* **PROBLEM TO WORK ON**: Once you have read the records below, print them again exactly as they stand.
::::
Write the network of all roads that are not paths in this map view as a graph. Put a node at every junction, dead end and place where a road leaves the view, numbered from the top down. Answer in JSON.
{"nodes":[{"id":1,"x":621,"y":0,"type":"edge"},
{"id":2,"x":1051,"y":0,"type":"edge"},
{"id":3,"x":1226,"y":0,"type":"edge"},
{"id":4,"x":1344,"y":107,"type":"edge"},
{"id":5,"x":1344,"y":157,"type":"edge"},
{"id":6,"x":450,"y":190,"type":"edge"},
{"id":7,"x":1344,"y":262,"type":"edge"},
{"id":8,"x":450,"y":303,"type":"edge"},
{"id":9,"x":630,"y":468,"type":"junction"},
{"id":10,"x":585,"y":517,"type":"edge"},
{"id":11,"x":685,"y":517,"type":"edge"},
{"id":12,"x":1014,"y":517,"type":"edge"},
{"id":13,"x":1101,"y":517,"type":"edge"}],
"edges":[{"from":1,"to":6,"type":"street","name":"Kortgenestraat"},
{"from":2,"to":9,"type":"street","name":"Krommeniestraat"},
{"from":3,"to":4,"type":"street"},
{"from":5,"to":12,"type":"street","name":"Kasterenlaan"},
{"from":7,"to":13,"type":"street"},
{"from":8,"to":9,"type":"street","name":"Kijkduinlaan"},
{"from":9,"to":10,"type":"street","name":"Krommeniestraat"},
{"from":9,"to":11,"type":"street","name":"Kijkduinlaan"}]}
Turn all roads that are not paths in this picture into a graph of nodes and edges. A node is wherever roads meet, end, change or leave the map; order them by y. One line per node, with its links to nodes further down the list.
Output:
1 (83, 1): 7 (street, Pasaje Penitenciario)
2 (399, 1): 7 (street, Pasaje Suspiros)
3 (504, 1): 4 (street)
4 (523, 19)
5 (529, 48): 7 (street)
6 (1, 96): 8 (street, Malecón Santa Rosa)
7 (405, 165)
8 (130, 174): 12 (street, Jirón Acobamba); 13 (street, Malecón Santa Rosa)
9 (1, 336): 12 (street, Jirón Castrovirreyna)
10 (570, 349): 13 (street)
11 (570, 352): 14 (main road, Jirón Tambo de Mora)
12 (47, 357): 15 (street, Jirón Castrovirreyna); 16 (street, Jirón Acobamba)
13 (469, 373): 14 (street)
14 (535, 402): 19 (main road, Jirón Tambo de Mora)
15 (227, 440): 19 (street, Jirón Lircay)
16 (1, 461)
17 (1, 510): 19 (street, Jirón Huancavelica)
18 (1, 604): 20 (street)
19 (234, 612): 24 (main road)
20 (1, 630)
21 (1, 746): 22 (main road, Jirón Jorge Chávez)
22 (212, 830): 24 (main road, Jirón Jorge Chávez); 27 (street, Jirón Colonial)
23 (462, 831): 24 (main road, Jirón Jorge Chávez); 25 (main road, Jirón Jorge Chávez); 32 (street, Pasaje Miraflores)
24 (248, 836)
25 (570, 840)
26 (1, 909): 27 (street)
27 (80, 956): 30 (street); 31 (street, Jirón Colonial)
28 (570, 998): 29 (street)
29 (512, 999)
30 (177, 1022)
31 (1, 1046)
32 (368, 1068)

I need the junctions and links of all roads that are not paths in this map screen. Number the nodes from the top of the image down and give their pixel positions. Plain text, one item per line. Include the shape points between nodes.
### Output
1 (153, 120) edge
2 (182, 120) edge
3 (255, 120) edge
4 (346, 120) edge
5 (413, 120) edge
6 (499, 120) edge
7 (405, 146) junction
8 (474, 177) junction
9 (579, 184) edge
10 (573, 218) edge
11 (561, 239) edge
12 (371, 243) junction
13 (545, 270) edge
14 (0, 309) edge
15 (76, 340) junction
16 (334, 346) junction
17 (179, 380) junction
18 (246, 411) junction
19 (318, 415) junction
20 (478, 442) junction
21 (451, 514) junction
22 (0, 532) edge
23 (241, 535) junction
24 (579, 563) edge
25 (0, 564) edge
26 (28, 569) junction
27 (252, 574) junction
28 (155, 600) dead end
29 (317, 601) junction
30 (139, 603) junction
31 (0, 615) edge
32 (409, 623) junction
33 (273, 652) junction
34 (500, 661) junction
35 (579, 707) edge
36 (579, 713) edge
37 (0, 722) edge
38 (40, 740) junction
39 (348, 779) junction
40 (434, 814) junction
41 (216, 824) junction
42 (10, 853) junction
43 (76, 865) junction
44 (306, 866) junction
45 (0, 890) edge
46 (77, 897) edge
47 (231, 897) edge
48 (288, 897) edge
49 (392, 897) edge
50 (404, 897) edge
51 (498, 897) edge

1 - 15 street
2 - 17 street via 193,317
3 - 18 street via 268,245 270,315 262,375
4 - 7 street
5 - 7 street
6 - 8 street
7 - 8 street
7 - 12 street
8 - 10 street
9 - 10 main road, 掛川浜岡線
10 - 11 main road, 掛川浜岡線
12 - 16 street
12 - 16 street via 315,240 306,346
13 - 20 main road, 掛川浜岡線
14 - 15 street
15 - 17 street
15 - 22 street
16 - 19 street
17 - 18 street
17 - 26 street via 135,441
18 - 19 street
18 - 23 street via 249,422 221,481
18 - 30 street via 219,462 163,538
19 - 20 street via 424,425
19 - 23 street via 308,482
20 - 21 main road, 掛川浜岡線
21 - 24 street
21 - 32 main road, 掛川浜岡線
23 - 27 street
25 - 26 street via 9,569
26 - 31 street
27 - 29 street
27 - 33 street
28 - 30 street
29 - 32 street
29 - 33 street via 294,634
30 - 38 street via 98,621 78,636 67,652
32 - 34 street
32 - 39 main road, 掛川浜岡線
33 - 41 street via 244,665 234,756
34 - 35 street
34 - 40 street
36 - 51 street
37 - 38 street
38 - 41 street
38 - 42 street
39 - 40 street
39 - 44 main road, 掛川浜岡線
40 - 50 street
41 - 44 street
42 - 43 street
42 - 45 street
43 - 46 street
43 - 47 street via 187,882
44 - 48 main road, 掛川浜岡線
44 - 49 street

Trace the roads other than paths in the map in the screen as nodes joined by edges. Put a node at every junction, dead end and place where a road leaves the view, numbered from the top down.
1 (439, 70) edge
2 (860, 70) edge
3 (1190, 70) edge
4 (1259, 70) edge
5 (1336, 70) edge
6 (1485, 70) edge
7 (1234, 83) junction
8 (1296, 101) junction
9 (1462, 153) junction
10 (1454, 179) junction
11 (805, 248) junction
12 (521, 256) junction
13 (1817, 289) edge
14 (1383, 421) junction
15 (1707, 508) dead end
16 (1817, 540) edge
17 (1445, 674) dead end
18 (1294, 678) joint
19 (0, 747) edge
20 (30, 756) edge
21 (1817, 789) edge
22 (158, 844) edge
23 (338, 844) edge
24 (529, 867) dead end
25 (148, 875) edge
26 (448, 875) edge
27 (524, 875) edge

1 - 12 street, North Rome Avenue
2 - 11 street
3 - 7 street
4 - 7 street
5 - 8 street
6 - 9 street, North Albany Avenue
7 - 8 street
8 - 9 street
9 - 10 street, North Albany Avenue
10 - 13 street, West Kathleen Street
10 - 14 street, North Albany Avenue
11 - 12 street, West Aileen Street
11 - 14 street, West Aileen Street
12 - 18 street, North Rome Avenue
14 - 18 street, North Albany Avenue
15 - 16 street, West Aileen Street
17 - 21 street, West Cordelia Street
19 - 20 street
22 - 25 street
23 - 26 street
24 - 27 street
::::
* **ANSWER BOX**:
Write the network of all roads that are not paths in this map view as a graph. Put a node at every junction, dead end and place where a road leaves the view, numbered from the top down. Answer in JSON.
{"nodes":[{"id":1,"x":621,"y":0,"type":"edge"},
{"id":2,"x":1051,"y":0,"type":"edge"},
{"id":3,"x":1226,"y":0,"type":"edge"},
{"id":4,"x":1344,"y":107,"type":"edge"},
{"id":5,"x":1344,"y":157,"type":"edge"},
{"id":6,"x":450,"y":190,"type":"edge"},
{"id":7,"x":1344,"y":262,"type":"edge"},
{"id":8,"x":450,"y":303,"type":"edge"},
{"id":9,"x":630,"y":468,"type":"junction"},
{"id":10,"x":585,"y":517,"type":"edge"},
{"id":11,"x":685,"y":517,"type":"edge"},
{"id":12,"x":1014,"y":517,"type":"edge"},
{"id":13,"x":1101,"y":517,"type":"edge"}],
"edges":[{"from":1,"to":6,"type":"street","name":"Kortgenestraat"},
{"from":2,"to":9,"type":"street","name":"Krommeniestraat"},
{"from":3,"to":4,"type":"street"},
{"from":5,"to":12,"type":"street","name":"Kasterenlaan"},
{"from":7,"to":13,"type":"street"},
{"from":8,"to":9,"type":"street","name":"Kijkduinlaan"},
{"from":9,"to":10,"type":"street","name":"Krommeniestraat"},
{"from":9,"to":11,"type":"street","name":"Kijkduinlaan"}]}
Turn all roads that are not paths in this picture into a graph of nodes and edges. A node is wherever roads meet, end, change or leave the map; order them by y. One line per node, with its links to nodes further down the list.
Output:
1 (83, 1): 7 (street, Pasaje Penitenciario)
2 (399, 1): 7 (street, Pasaje Suspiros)
3 (504, 1): 4 (street)
4 (523, 19)
5 (529, 48): 7 (street)
6 (1, 96): 8 (street, Malecón Santa Rosa)
7 (405, 165)
8 (130, 174): 12 (street, Jirón Acobamba); 13 (street, Malecón Santa Rosa)
9 (1, 336): 12 (street, Jirón Castrovirreyna)
10 (570, 349): 13 (street)
11 (570, 352): 14 (main road, Jirón Tambo de Mora)
12 (47, 357): 15 (street, Jirón Castrovirreyna); 16 (street, Jirón Acobamba)
13 (469, 373): 14 (street)
14 (535, 402): 19 (main road, Jirón Tambo de Mora)
15 (227, 440): 19 (street, Jirón Lircay)
16 (1, 461)
17 (1, 510): 19 (street, Jirón Huancavelica)
18 (1, 604): 20 (street)
19 (234, 612): 24 (main road)
20 (1, 630)
21 (1, 746): 22 (main road, Jirón Jorge Chávez)
22 (212, 830): 24 (main road, Jirón Jorge Chávez); 27 (street, Jirón Colonial)
23 (462, 831): 24 (main road, Jirón Jorge Chávez); 25 (main road, Jirón Jorge Chávez); 32 (street, Pasaje Miraflores)
24 (248, 836)
25 (570, 840)
26 (1, 909): 27 (street)
27 (80, 956): 30 (street); 31 (street, Jirón Colonial)
28 (570, 998): 29 (street)
29 (512, 999)
30 (177, 1022)
31 (1, 1046)
32 (368, 1068)

I need the junctions and links of all roads that are not paths in this map screen. Number the nodes from the top of the image down and give their pixel positions. Plain text, one item per line. Include the shape points between nodes.
### Output
1 (153, 120) edge
2 (182, 120) edge
3 (255, 120) edge
4 (346, 120) edge
5 (413, 120) edge
6 (499, 120) edge
7 (405, 146) junction
8 (474, 177) junction
9 (579, 184) edge
10 (573, 218) edge
11 (561, 239) edge
12 (371, 243) junction
13 (545, 270) edge
14 (0, 309) edge
15 (76, 340) junction
16 (334, 346) junction
17 (179, 380) junction
18 (246, 411) junction
19 (318, 415) junction
20 (478, 442) junction
21 (451, 514) junction
22 (0, 532) edge
23 (241, 535) junction
24 (579, 563) edge
25 (0, 564) edge
26 (28, 569) junction
27 (252, 574) junction
28 (155, 600) dead end
29 (317, 601) junction
30 (139, 603) junction
31 (0, 615) edge
32 (409, 623) junction
33 (273, 652) junction
34 (500, 661) junction
35 (579, 707) edge
36 (579, 713) edge
37 (0, 722) edge
38 (40, 740) junction
39 (348, 779) junction
40 (434, 814) junction
41 (216, 824) junction
42 (10, 853) junction
43 (76, 865) junction
44 (306, 866) junction
45 (0, 890) edge
46 (77, 897) edge
47 (231, 897) edge
48 (288, 897) edge
49 (392, 897) edge
50 (404, 897) edge
51 (498, 897) edge

1 - 15 street
2 - 17 street via 193,317
3 - 18 street via 268,245 270,315 262,375
4 - 7 street
5 - 7 street
6 - 8 street
7 - 8 street
7 - 12 street
8 - 10 street
9 - 10 main road, 掛川浜岡線
10 - 11 main road, 掛川浜岡線
12 - 16 street
12 - 16 street via 315,240 306,346
13 - 20 main road, 掛川浜岡線
14 - 15 street
15 - 17 street
15 - 22 street
16 - 19 street
17 - 18 street
17 - 26 street via 135,441
18 - 19 street
18 - 23 street via 249,422 221,481
18 - 30 street via 219,462 163,538
19 - 20 street via 424,425
19 - 23 street via 308,482
20 - 21 main road, 掛川浜岡線
21 - 24 street
21 - 32 main road, 掛川浜岡線
23 - 27 street
25 - 26 street via 9,569
26 - 31 street
27 - 29 street
27 - 33 street
28 - 30 street
29 - 32 street
29 - 33 street via 294,634
30 - 38 street via 98,621 78,636 67,652
32 - 34 street
32 - 39 main road, 掛川浜岡線
33 - 41 street via 244,665 234,756
34 - 35 street
34 - 40 street
36 - 51 street
37 - 38 street
38 - 41 street
38 - 42 street
39 - 40 street
39 - 44 main road, 掛川浜岡線
40 - 50 street
41 - 44 street
42 - 43 street
42 - 45 street
43 - 46 street
43 - 47 street via 187,882
44 - 48 main road, 掛川浜岡線
44 - 49 street

Trace the roads other than paths in the map in the screen as nodes joined by edges. Put a node at every junction, dead end and place where a road leaves the view, numbered from the top down.
1 (439, 70) edge
2 (860, 70) edge
3 (1190, 70) edge
4 (1259, 70) edge
5 (1336, 70) edge
6 (1485, 70) edge
7 (1234, 83) junction
8 (1296, 101) junction
9 (1462, 153) junction
10 (1454, 179) junction
11 (805, 248) junction
12 (521, 256) junction
13 (1817, 289) edge
14 (1383, 421) junction
15 (1707, 508) dead end
16 (1817, 540) edge
17 (1445, 674) dead end
18 (1294, 678) joint
19 (0, 747) edge
20 (30, 756) edge
21 (1817, 789) edge
22 (158, 844) edge
23 (338, 844) edge
24 (529, 867) dead end
25 (148, 875) edge
26 (448, 875) edge
27 (524, 875) edge

1 - 12 street, North Rome Avenue
2 - 11 street
3 - 7 street
4 - 7 street
5 - 8 street
6 - 9 street, North Albany Avenue
7 - 8 street
8 - 9 street
9 - 10 street, North Albany Avenue
10 - 13 street, West Kathleen Street
10 - 14 street, North Albany Avenue
11 - 12 street, West Aileen Street
11 - 14 street, West Aileen Street
12 - 18 street, North Rome Avenue
14 - 18 street, North Albany Avenue
15 - 16 street, West Aileen Street
17 - 21 street, West Cordelia Street
19 - 20 street
22 - 25 street
23 - 26 street
24 - 27 street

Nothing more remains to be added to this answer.